Exercise description. Print, word for word, the opening line of the data below and every line after it through the line that contains "background:var(--page); color:var(--text); height:100vh;", but not the pictures.

Given records.
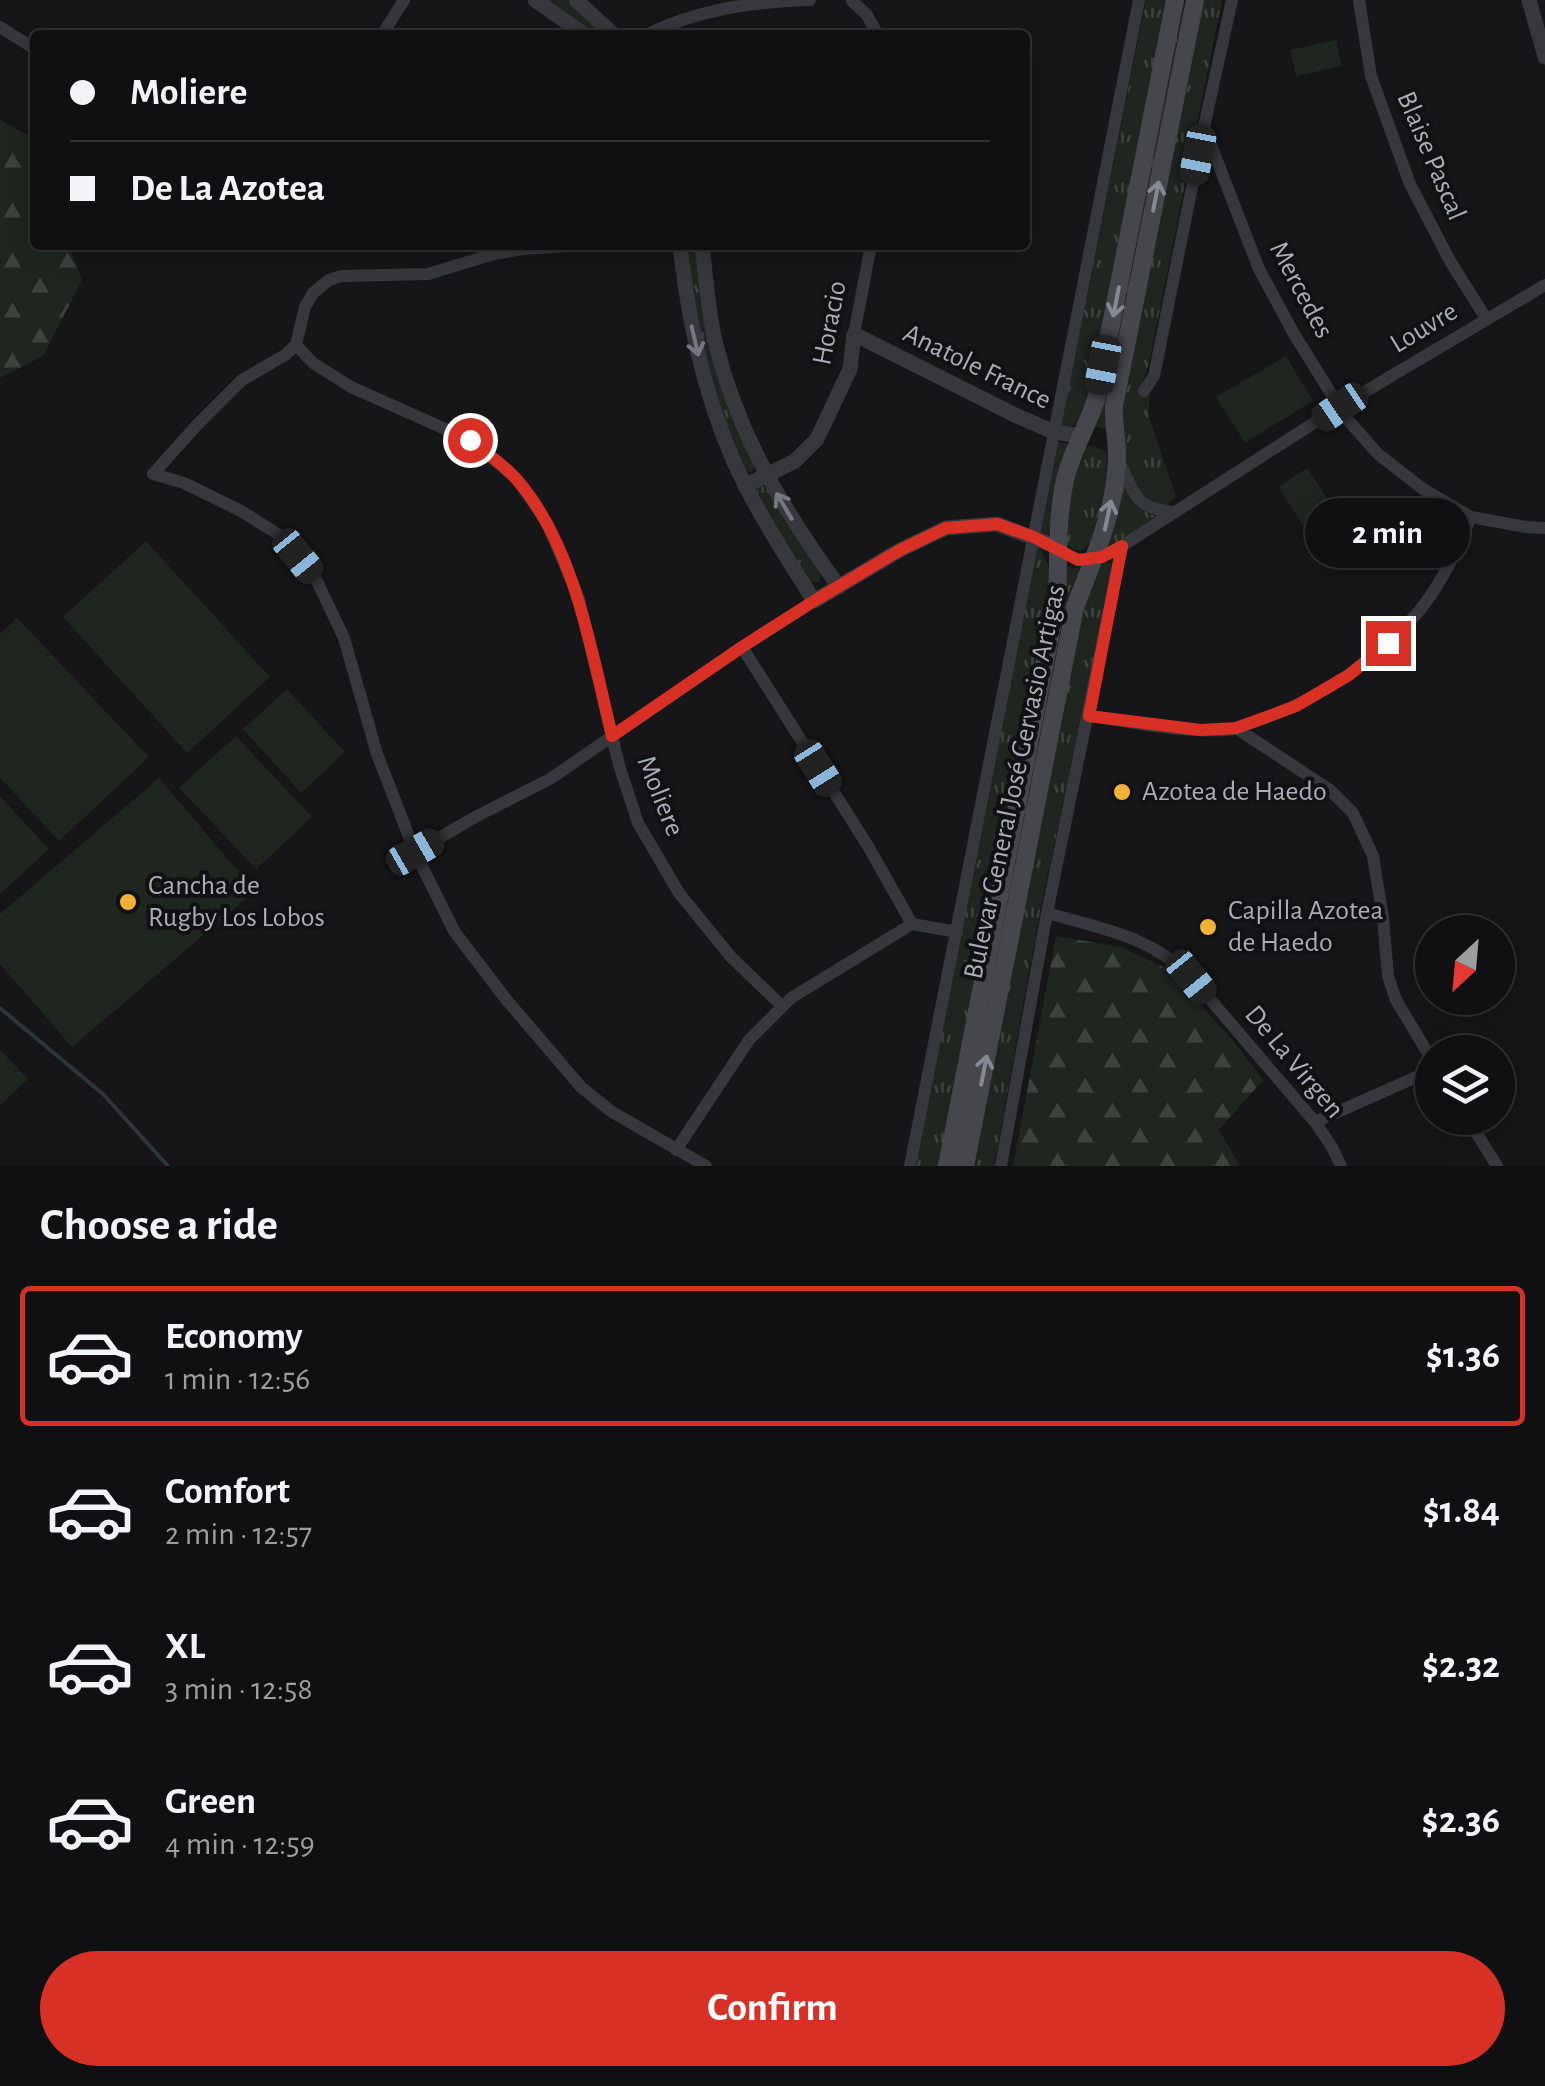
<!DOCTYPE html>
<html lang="en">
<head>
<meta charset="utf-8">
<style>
	:root { --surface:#101012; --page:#1e1e20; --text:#f1f3f6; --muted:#9c9d9f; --line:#303032; --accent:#d93025 }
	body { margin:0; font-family:"Alegreya Sans",sans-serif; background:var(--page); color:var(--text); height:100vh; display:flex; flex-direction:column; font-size:38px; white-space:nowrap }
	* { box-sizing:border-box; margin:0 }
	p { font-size:32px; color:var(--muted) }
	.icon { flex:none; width:55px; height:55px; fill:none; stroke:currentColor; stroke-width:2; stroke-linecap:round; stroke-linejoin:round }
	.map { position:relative; height:1166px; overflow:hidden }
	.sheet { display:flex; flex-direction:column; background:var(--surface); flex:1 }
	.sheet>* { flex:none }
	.banner { position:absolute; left:30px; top:30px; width:1000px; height:220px; border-radius:10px; box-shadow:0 5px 25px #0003,0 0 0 2px var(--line); display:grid; align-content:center; height:220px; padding:0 40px; background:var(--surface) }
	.needle { width:65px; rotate:206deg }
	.controls { position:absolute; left:1415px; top:915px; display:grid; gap:20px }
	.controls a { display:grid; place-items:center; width:100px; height:100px; border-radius:50%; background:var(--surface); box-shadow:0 5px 25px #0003,0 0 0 2px var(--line); font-size:50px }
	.end { position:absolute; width:45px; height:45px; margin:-22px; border:12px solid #d93025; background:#fff; box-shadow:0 0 0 5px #fff }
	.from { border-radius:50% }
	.bubble { position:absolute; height:70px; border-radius:35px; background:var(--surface); box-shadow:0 5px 25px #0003,0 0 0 2px var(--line); font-size:32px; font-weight:700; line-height:70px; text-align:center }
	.car { position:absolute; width:30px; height:60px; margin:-30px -15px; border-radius:12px; box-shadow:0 0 8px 2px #0007; background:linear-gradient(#222 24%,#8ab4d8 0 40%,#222 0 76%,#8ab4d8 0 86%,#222 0) }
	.banner b { display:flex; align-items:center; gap:35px; height:95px; font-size:38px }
	.banner b+b { border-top:2px solid var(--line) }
	.banner i { width:25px; height:25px; background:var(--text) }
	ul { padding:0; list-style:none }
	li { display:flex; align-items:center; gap:30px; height:140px; margin:0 20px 15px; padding:0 20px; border:5px solid transparent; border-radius:10px }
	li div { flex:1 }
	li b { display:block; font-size:38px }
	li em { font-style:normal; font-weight:700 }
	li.active { border-color:var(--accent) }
	li>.icon { width:90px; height:90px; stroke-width:1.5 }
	h2 { padding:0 40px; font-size:45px; line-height:120px }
	.primary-button { display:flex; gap:20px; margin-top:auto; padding:20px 40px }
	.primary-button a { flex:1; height:115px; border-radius:60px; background:var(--accent); color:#fff; font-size:40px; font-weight:700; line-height:115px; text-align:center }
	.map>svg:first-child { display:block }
	.grass { fill:url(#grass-tufts) }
	.forest { fill:url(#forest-firs) }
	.pitch { fill:#1e261f }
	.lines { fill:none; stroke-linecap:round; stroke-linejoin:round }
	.stream { stroke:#2c353c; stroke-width:4 }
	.minor { stroke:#37383d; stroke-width:12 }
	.tertiary { stroke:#37383d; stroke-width:15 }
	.secondary { stroke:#45474d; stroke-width:18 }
	.oneway { stroke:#858993 }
	.oneway2 { stroke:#757881 }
	.route { stroke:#d93025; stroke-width:12 }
	.poi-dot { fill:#f2b134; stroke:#111113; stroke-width:4 }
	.labels { text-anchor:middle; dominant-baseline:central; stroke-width:8; stroke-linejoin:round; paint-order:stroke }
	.street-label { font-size:28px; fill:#a8adb8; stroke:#111113 }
	.poi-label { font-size:28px; fill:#a8adb8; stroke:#111113; text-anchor:start }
</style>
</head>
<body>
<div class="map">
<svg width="1545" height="1166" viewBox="0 0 1545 1166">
	<defs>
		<pattern id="grass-tufts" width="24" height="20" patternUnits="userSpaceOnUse" patternTransform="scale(2.5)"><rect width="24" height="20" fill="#1e261f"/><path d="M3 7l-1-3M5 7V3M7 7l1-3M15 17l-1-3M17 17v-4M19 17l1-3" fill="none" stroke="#3c433d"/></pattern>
		<pattern id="forest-firs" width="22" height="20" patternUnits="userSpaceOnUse" patternTransform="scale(2.5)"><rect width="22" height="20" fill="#1e261f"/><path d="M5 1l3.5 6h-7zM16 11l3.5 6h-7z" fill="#3c433d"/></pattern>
	</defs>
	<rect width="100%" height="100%" fill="#161618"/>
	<!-- grass -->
	<path class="grass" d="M547,0H567L608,35H593Z
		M1146,0H1168L1095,379L1078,422L1073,426L1061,427Z
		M1182,0H1185L1146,203L1107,429L1093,426Z
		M1200,0H1222L1149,363L1139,393L1143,397L1149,395V417L1176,497L1166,506L1144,499L1125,464L1122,417L1123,394Z
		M694,249L697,250L710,344L756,465L752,472L745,470L720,415L700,347L688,254Z
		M1058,442L1066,443L1068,445L1048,537L1037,531Z
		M1092,446L1107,452C1111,471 1096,590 1062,537L1079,453L1086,447Z
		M1122,482C1133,499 1138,514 1160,516L1106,551Z
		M759,486L766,487L792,532L821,575L819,582L811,583L782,539L756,493Z
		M1039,547L1050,570V600L1007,804L940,1166H916L1035,548Z
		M1104,561L1114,564L1040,911L994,1166H971L1080,613L1097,569Z
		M1065,566L1081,569L1068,601L1062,627L957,1166H953Z"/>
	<!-- forest -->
	<path class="forest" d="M0,120L31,137L35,149V245H69L82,280L43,356L0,378Z
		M1056,936L1121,947L1170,970L1235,1043L1263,1080L1219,1130L1240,1166H1013Z"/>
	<!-- pitch -->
	<path class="pitch" d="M1336,40L1342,66L1296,76L1290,50Z
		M1286,356L1313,401L1245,443L1216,397Z
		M1307,468L1350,533L1321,553L1278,487Z
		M146,541L270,677L187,753L63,617Z
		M17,618L149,757L59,841L0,778V634Z
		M287,689L345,752L301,793L243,729Z
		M236,736L312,817L256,869L179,788Z
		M159,778L255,891L72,1047L0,964V914Z
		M0,796L49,849L0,894Z
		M0,1050L28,1079L0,1106Z"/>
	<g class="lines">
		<!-- stream -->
		<path class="stream" d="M0,1008L103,1094L168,1166"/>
		<!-- minor -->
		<path class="minor" d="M1359,0L1371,76L1410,184L1450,261L1487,320
			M852,1L867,15L878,35
			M0,27L35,49
			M382,35L404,0
			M646,35C698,9 753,2 810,0
			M1204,127L1259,269L1294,334L1347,419L1378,454L1423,489L1471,517L1526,527L1545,528
			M583,245L522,249L494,254L428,274L341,276L329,280L313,293L305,307L296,345L285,355L242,380L196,426L153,474L184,483L241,511L281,536L315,577L344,638L377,754L415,852L454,931L505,998L581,1087L612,1112L706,1166
			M854,334L871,245
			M296,345L313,363L351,387L470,440L517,479L547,523L579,599L619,765L638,823L679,893L731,957L782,1006
			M1144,391L1154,376L1204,127L1232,0
			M1119,462C1136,494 1135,510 1176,512
			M1093,559L1102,557L1122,546L1339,407L1545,285
			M742,647L868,846L912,924
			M1089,716C1135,722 1187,735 1234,729C1243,727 1253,722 1263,719C1322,697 1378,660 1419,611C1442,583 1457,550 1471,517
			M1236,728L1330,790L1353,813L1373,856L1383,918L1388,976L1396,1000L1432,1060
			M415,852L477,816L550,779L742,647L814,601
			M1047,913C1102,929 1149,935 1191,977L1315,1122L1332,1147L1341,1166
			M1467,1118L1497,1166
			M1315,1122L1432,1070
			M676,1150L749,1040L791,998L912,924L957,932
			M910,1166L1139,0
			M1001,1166L1047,913L1122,546"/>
		<!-- tertiary -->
		<path class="tertiary" d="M535,0L585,35
			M576,0L614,35
			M1529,0L1545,57
			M680,245C689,329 708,414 747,489C767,528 791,564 814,601L900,550L946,528L997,524L1057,547
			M702,245C706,278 708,313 716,345C739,437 784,511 839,587
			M745,486L795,461L817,439L850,369L854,334L1017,416L1054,432L1082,436"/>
		<!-- secondary -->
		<path class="secondary" d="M947,1166L1057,600C1059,558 1056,517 1066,476C1073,448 1089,424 1097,396L1175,0
			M965,1166L1075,607C1093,559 1115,513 1117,461C1118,443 1113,424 1114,406L1195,0"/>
	</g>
	<!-- one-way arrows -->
	<defs><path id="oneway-shaft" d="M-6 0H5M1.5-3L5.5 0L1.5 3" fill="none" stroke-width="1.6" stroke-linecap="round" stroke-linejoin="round" transform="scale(2.5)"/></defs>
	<g class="oneway">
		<use href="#oneway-shaft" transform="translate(1156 196) rotate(-79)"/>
		<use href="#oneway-shaft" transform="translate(1116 302) rotate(101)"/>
		<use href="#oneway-shaft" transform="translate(1108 515) rotate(-78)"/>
		<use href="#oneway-shaft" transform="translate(984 1070) rotate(-79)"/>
	</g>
	<g class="oneway2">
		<use href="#oneway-shaft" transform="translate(695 341) rotate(77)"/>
		<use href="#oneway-shaft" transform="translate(784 506) rotate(-121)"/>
	</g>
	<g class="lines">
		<!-- route -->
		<path class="route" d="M470,440C486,453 505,465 518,481C575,547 592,654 612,736L742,647L814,601L900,550L946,528L997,524L1034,537L1078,560L1102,557L1122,546L1089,716L1201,730L1236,728L1296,706L1349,675L1388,643"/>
	</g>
	<!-- markers -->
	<g class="poi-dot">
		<circle cx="1122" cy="792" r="10"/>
		<circle cx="128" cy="902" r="10"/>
		<circle cx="1208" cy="927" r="10"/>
	</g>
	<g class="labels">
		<!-- street labels -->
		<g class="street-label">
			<text transform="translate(1431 156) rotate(67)">Blaise Pascal</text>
			<text transform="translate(1301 290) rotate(62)">Mercedes</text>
			<text transform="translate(830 323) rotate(-79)">Horacio</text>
			<text transform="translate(1424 328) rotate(-31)">Louvre</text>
			<text transform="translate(977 367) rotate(26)">Anatole France</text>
			<text transform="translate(1015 782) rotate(-78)">Bulevar General José Gervasio Artigas</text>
			<text transform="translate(660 796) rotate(68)">Moliere</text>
			<text transform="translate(1294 1062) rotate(50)">De La Virgen</text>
		</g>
		<!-- poi labels -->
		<g class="poi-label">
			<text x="1142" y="792">Azotea de Haedo</text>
			<text x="148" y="886">Cancha de<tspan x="148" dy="32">Rugby Los Lobos</tspan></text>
			<text x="1228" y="911">Capilla Azotea<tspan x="1228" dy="32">de Haedo</tspan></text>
		</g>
	</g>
</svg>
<div class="controls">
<a><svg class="needle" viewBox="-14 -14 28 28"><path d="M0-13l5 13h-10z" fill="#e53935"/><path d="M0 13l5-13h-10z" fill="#9c9d9f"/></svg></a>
<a><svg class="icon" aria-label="layers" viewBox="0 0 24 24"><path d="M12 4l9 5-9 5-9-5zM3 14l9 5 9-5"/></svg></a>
</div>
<i class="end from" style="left:470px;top:440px"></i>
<i class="end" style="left:1388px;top:643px"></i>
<div class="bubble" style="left:1305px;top:498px;width:165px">2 min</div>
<i class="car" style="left:1198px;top:155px;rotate:191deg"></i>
<i class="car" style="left:1103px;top:365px;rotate:191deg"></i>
<i class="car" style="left:1340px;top:407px;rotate:236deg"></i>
<i class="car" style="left:298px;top:556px;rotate:141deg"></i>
<i class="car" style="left:818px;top:768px;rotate:148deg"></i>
<i class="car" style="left:415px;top:852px;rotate:60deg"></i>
<i class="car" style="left:1191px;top:977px;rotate:141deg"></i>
<div class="banner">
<b><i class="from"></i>Moliere</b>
<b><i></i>De La Azotea</b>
</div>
</div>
<section class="sheet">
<h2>Choose a ride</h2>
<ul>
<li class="active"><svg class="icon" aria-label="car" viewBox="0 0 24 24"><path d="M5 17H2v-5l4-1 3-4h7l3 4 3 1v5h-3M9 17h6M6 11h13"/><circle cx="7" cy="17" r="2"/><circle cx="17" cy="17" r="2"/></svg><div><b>Economy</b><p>1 min · 12:56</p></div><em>$1.36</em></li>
<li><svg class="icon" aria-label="car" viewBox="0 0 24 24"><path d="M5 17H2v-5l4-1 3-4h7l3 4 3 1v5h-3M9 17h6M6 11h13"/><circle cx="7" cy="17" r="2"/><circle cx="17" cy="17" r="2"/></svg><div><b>Comfort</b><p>2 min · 12:57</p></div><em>$1.84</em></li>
<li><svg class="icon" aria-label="car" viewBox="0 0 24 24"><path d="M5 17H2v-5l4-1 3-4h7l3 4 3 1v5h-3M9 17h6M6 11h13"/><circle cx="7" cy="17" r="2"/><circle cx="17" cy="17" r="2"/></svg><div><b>XL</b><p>3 min · 12:58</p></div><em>$2.32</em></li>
<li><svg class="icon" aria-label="car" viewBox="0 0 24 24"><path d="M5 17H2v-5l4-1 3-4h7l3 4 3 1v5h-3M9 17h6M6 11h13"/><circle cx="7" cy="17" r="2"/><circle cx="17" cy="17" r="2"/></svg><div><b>Green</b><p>4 min · 12:59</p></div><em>$2.36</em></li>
</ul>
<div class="primary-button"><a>Confirm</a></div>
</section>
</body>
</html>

Your solution.
<!DOCTYPE html>
<html lang="en">
<head>
<meta charset="utf-8">
<style>
	:root { --surface:#101012; --page:#1e1e20; --text:#f1f3f6; --muted:#9c9d9f; --line:#303032; --accent:#d93025 }
	body { margin:0; font-family:"Alegreya Sans",sans-serif; background:var(--page); color:var(--text); height:100vh; display:flex; flex-direction:column; font-size:38px; white-space:nowrap }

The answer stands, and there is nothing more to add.